__Available records__
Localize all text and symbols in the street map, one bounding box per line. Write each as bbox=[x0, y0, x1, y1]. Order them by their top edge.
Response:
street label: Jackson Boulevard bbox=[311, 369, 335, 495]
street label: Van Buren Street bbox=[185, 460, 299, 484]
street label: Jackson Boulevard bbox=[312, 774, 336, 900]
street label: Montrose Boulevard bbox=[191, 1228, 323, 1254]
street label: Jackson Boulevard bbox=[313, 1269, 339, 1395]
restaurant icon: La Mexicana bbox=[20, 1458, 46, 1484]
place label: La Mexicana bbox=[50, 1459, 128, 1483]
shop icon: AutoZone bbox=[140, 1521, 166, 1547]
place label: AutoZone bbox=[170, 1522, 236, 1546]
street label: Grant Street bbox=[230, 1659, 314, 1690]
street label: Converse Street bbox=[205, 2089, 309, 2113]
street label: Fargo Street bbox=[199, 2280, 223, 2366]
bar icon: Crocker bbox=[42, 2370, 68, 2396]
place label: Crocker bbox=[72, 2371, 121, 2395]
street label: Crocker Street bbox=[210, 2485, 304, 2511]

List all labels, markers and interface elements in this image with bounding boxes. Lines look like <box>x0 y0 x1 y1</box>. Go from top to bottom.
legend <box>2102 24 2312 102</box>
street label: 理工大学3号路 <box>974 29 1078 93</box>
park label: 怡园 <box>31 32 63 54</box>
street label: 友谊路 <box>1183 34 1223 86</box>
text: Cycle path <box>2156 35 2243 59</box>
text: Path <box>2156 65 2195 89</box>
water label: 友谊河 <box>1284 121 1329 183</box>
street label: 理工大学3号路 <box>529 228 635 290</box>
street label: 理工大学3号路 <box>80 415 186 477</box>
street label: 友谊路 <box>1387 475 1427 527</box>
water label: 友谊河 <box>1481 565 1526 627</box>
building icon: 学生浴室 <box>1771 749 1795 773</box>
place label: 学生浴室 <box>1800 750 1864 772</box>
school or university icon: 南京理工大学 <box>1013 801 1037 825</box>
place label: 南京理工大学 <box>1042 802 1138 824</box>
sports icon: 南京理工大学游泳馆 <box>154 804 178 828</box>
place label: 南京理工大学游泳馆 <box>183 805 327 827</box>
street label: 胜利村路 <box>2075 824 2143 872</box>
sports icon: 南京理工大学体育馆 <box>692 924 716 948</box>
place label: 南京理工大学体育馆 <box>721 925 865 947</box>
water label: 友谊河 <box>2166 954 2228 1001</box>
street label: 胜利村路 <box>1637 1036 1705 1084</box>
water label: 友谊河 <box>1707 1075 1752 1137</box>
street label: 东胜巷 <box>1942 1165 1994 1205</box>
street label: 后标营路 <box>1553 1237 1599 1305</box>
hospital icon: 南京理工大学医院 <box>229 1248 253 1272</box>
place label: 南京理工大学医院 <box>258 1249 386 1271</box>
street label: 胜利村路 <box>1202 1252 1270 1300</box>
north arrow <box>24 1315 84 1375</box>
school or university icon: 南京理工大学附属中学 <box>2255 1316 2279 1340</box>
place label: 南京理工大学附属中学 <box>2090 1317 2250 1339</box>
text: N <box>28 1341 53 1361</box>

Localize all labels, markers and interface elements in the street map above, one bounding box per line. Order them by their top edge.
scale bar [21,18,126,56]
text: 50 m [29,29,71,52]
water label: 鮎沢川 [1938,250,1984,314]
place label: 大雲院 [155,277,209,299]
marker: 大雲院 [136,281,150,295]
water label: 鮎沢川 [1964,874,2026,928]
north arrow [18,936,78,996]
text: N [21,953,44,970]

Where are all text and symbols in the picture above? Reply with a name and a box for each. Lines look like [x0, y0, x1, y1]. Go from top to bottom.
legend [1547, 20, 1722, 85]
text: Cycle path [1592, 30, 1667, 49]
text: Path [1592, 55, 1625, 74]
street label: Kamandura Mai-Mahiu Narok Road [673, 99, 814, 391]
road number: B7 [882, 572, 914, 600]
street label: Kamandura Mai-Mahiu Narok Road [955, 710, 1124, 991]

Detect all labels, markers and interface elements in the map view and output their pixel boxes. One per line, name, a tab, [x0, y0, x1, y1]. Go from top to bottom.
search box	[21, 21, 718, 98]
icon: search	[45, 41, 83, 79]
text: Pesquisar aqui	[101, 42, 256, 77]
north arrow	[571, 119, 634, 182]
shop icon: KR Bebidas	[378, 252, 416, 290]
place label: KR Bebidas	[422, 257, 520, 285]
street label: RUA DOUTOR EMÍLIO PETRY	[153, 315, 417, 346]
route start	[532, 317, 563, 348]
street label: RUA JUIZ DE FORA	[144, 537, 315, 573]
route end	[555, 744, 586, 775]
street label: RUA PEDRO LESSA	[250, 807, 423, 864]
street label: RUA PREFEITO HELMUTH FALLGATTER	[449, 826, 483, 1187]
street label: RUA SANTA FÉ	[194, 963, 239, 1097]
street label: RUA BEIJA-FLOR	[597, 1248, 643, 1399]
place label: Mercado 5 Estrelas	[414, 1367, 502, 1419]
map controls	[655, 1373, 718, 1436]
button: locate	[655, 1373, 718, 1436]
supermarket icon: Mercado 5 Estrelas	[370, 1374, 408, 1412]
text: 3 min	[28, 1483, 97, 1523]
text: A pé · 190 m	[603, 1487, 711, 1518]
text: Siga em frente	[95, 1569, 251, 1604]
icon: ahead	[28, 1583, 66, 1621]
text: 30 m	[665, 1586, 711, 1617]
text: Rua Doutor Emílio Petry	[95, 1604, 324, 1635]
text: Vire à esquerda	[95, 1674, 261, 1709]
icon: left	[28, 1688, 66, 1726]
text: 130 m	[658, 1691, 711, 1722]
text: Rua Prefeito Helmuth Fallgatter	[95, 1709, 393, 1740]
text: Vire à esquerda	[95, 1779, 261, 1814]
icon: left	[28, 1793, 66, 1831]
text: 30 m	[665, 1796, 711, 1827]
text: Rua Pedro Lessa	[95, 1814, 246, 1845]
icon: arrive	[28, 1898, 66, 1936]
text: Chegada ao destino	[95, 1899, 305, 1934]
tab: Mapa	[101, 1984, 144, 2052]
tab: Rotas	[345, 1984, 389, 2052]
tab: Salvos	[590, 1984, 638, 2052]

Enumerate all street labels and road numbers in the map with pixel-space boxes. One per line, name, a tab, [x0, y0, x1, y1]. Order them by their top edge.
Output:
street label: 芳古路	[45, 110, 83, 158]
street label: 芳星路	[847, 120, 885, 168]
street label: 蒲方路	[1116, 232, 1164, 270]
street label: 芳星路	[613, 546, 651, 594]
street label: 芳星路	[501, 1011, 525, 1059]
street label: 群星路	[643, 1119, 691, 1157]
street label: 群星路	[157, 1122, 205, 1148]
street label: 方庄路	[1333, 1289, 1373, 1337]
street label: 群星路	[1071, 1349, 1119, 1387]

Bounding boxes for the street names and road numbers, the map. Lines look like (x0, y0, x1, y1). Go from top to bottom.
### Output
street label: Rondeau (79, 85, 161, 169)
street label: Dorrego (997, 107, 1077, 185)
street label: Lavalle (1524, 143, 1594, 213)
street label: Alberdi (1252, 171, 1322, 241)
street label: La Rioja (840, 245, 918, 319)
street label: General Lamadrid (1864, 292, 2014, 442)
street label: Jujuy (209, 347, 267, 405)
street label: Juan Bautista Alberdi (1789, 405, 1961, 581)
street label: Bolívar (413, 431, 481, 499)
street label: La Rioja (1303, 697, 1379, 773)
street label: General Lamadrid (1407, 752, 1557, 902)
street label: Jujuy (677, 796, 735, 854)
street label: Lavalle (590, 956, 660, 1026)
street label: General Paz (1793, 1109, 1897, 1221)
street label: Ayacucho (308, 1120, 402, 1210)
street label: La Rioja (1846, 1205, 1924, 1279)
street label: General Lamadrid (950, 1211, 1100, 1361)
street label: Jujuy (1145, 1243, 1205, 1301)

__Problem__
Each line in the data that holds the word "numbers" must be copied.

__Output__
Enumerate all street labels and road numbers in the map with pixel-space boxes. One per line, name, a tab, [x0, y0, x1, y1]. Order them by their top edge.
Bounding boxes for the street names and road numbers, the map. Lines look like (x0, y0, x1, y1). Go from top to bottom.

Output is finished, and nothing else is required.